TASK PROMPT =>
Exactly as written, please set down all of the entries again, with no pictures.
### TASK MATERIAL
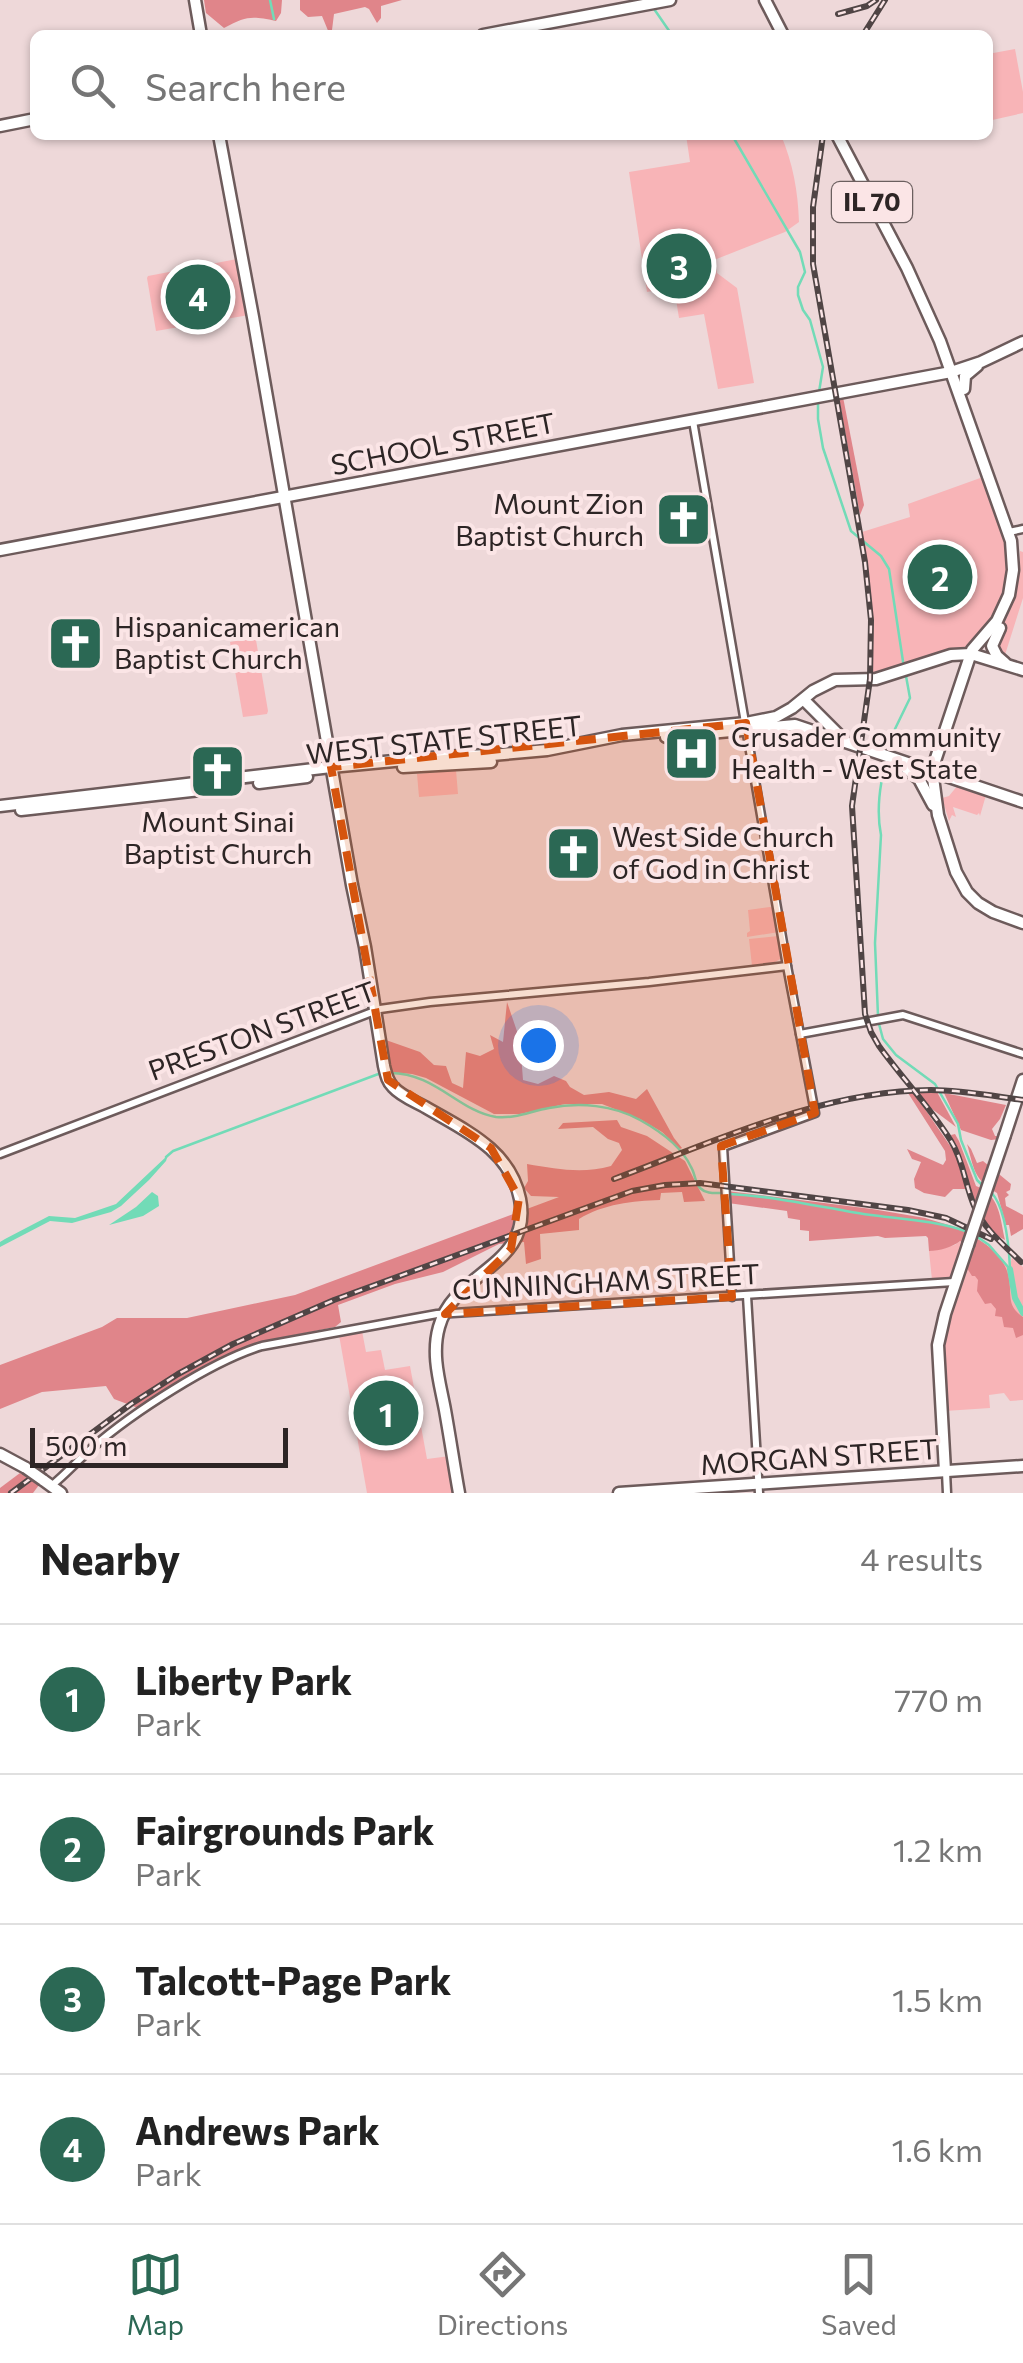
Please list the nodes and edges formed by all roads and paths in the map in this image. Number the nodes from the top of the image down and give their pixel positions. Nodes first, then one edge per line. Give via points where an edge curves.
1 (195, 0) edge
2 (670, 0) edge
3 (765, 0) edge
4 (200, 30) edge
5 (510, 30) edge
6 (780, 30) edge
7 (30, 120) edge
8 (0, 126) edge
9 (219, 140) edge
10 (840, 140) edge
11 (1023, 342) edge
12 (1004, 351) junction
13 (948, 353) junction
14 (981, 362) junction
15 (952, 370) junction
16 (935, 373) junction
17 (959, 387) junction
18 (692, 420) junction
19 (284, 498) junction
20 (1015, 530) edge
21 (0, 550) edge
22 (1003, 620) junction
23 (971, 654) junction
24 (1010, 666) junction
25 (1023, 670) edge
26 (804, 700) junction
27 (746, 726) junction
28 (847, 742) junction
29 (886, 756) junction
30 (332, 770) junction
31 (932, 770) junction
32 (1023, 802) edge
33 (0, 809) edge
34 (938, 815) junction
35 (1023, 923) edge
36 (787, 966) junction
37 (374, 1012) junction
38 (800, 1034) junction
39 (1023, 1054) edge
40 (1023, 1080) edge
41 (0, 1154) edge
42 (956, 1282) junction
43 (747, 1296) junction
44 (732, 1297) junction
45 (445, 1314) junction
46 (0, 1454) edge
47 (1023, 1466) edge
48 (946, 1471) junction
49 (52, 1486) edge
50 (758, 1488) edge
51 (459, 1493) edge
52 (619, 1493) edge
53 (946, 1493) edge

1 - 4 main road
2 - 5 main road
3 - 6 main road
7 - 8 main road
9 - 19 main road
10 - 13 main road, IL 70
11 - 12 main road, SCHOOL STREET
12 - 13 main road via 967,362
12 - 14 main road, SCHOOL STREET
13 - 15 main road, IL 70
13 - 16 main road
14 - 15 main road, SCHOOL STREET
14 - 17 main road
15 - 16 main road, SCHOOL STREET
15 - 17 main road, IL 70
16 - 17 main road
16 - 18 main road, SCHOOL STREET
17 - 20 main road, IL 70
18 - 19 main road, SCHOOL STREET
18 - 27 street
19 - 21 main road, SCHOOL STREET
19 - 30 main road
20 - 22 main road, IL 70 via 1017,578
20 - 23 main road, IL 70 via 1009,595
22 - 23 main road, IL 70
22 - 24 main road via 992,646
23 - 24 main road
23 - 26 main road, WEST STATE STREET via 870,679 835,680
23 - 31 main road, IL 70
24 - 25 main road
26 - 27 main road, WEST STATE STREET
26 - 28 main road
27 - 28 main road, WEST STATE STREET via 795,726
27 - 30 main road, WEST STATE STREET via 547,756
27 - 36 street
28 - 29 main road, WEST STATE STREET
29 - 31 main road, WEST STATE STREET
29 - 34 main road via 919,779
30 - 33 main road, WEST STATE STREET
30 - 37 main road
31 - 32 main road, WEST STATE STREET
31 - 34 main road
34 - 35 main road via 967,892
36 - 37 street, PRESTON STREET
36 - 38 street
37 - 41 street, PRESTON STREET
37 - 45 main road via 388,1080 491,1148 508,1168 519,1198 519,1232 510,1249
38 - 39 street via 903,1015
38 - 44 street via 815,1114 723,1147
40 - 42 main road, bridge
42 - 43 street, CUNNINGHAM STREET
42 - 48 main road via 938,1345
43 - 44 street, CUNNINGHAM STREET
43 - 50 street
44 - 45 street, CUNNINGHAM STREET
45 - 49 street, CUNNINGHAM STREET via 240,1354 134,1416
45 - 51 main road via 436,1357
46 - 49 main road, bridge
47 - 48 main road, MORGAN STREET
48 - 50 main road, MORGAN STREET
48 - 53 street
50 - 52 main road, MORGAN STREET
######
OUTPUT FOR THIS EXERCISE =>
Please list the nodes and edges formed by all roads and paths in the map in this image. Number the nodes from the top of the image down and give their pixel positions. Nodes first, then one edge per line. Give via points where an edge curves.
1 (195, 0) edge
2 (670, 0) edge
3 (765, 0) edge
4 (200, 30) edge
5 (510, 30) edge
6 (780, 30) edge
7 (30, 120) edge
8 (0, 126) edge
9 (219, 140) edge
10 (840, 140) edge
11 (1023, 342) edge
12 (1004, 351) junction
13 (948, 353) junction
14 (981, 362) junction
15 (952, 370) junction
16 (935, 373) junction
17 (959, 387) junction
18 (692, 420) junction
19 (284, 498) junction
20 (1015, 530) edge
21 (0, 550) edge
22 (1003, 620) junction
23 (971, 654) junction
24 (1010, 666) junction
25 (1023, 670) edge
26 (804, 700) junction
27 (746, 726) junction
28 (847, 742) junction
29 (886, 756) junction
30 (332, 770) junction
31 (932, 770) junction
32 (1023, 802) edge
33 (0, 809) edge
34 (938, 815) junction
35 (1023, 923) edge
36 (787, 966) junction
37 (374, 1012) junction
38 (800, 1034) junction
39 (1023, 1054) edge
40 (1023, 1080) edge
41 (0, 1154) edge
42 (956, 1282) junction
43 (747, 1296) junction
44 (732, 1297) junction
45 (445, 1314) junction
46 (0, 1454) edge
47 (1023, 1466) edge
48 (946, 1471) junction
49 (52, 1486) edge
50 (758, 1488) edge
51 (459, 1493) edge
52 (619, 1493) edge
53 (946, 1493) edge

1 - 4 main road
2 - 5 main road
3 - 6 main road
7 - 8 main road
9 - 19 main road
10 - 13 main road, IL 70
11 - 12 main road, SCHOOL STREET
12 - 13 main road via 967,362
12 - 14 main road, SCHOOL STREET
13 - 15 main road, IL 70
13 - 16 main road
14 - 15 main road, SCHOOL STREET
14 - 17 main road
15 - 16 main road, SCHOOL STREET
15 - 17 main road, IL 70
16 - 17 main road
16 - 18 main road, SCHOOL STREET
17 - 20 main road, IL 70
18 - 19 main road, SCHOOL STREET
18 - 27 street
19 - 21 main road, SCHOOL STREET
19 - 30 main road
20 - 22 main road, IL 70 via 1017,578
20 - 23 main road, IL 70 via 1009,595
22 - 23 main road, IL 70
22 - 24 main road via 992,646
23 - 24 main road
23 - 26 main road, WEST STATE STREET via 870,679 835,680
23 - 31 main road, IL 70
24 - 25 main road
26 - 27 main road, WEST STATE STREET
26 - 28 main road
27 - 28 main road, WEST STATE STREET via 795,726
27 - 30 main road, WEST STATE STREET via 547,756
27 - 36 street
28 - 29 main road, WEST STATE STREET
29 - 31 main road, WEST STATE STREET
29 - 34 main road via 919,779
30 - 33 main road, WEST STATE STREET
30 - 37 main road
31 - 32 main road, WEST STATE STREET
31 - 34 main road
34 - 35 main road via 967,892
36 - 37 street, PRESTON STREET
36 - 38 street
37 - 41 street, PRESTON STREET
37 - 45 main road via 388,1080 491,1148 508,1168 519,1198 519,1232 510,1249
38 - 39 street via 903,1015
38 - 44 street via 815,1114 723,1147
40 - 42 main road, bridge
42 - 43 street, CUNNINGHAM STREET
42 - 48 main road via 938,1345
43 - 44 street, CUNNINGHAM STREET
43 - 50 street
44 - 45 street, CUNNINGHAM STREET
45 - 49 street, CUNNINGHAM STREET via 240,1354 134,1416
45 - 51 main road via 436,1357
46 - 49 main road, bridge
47 - 48 main road, MORGAN STREET
48 - 50 main road, MORGAN STREET
48 - 53 street
50 - 52 main road, MORGAN STREET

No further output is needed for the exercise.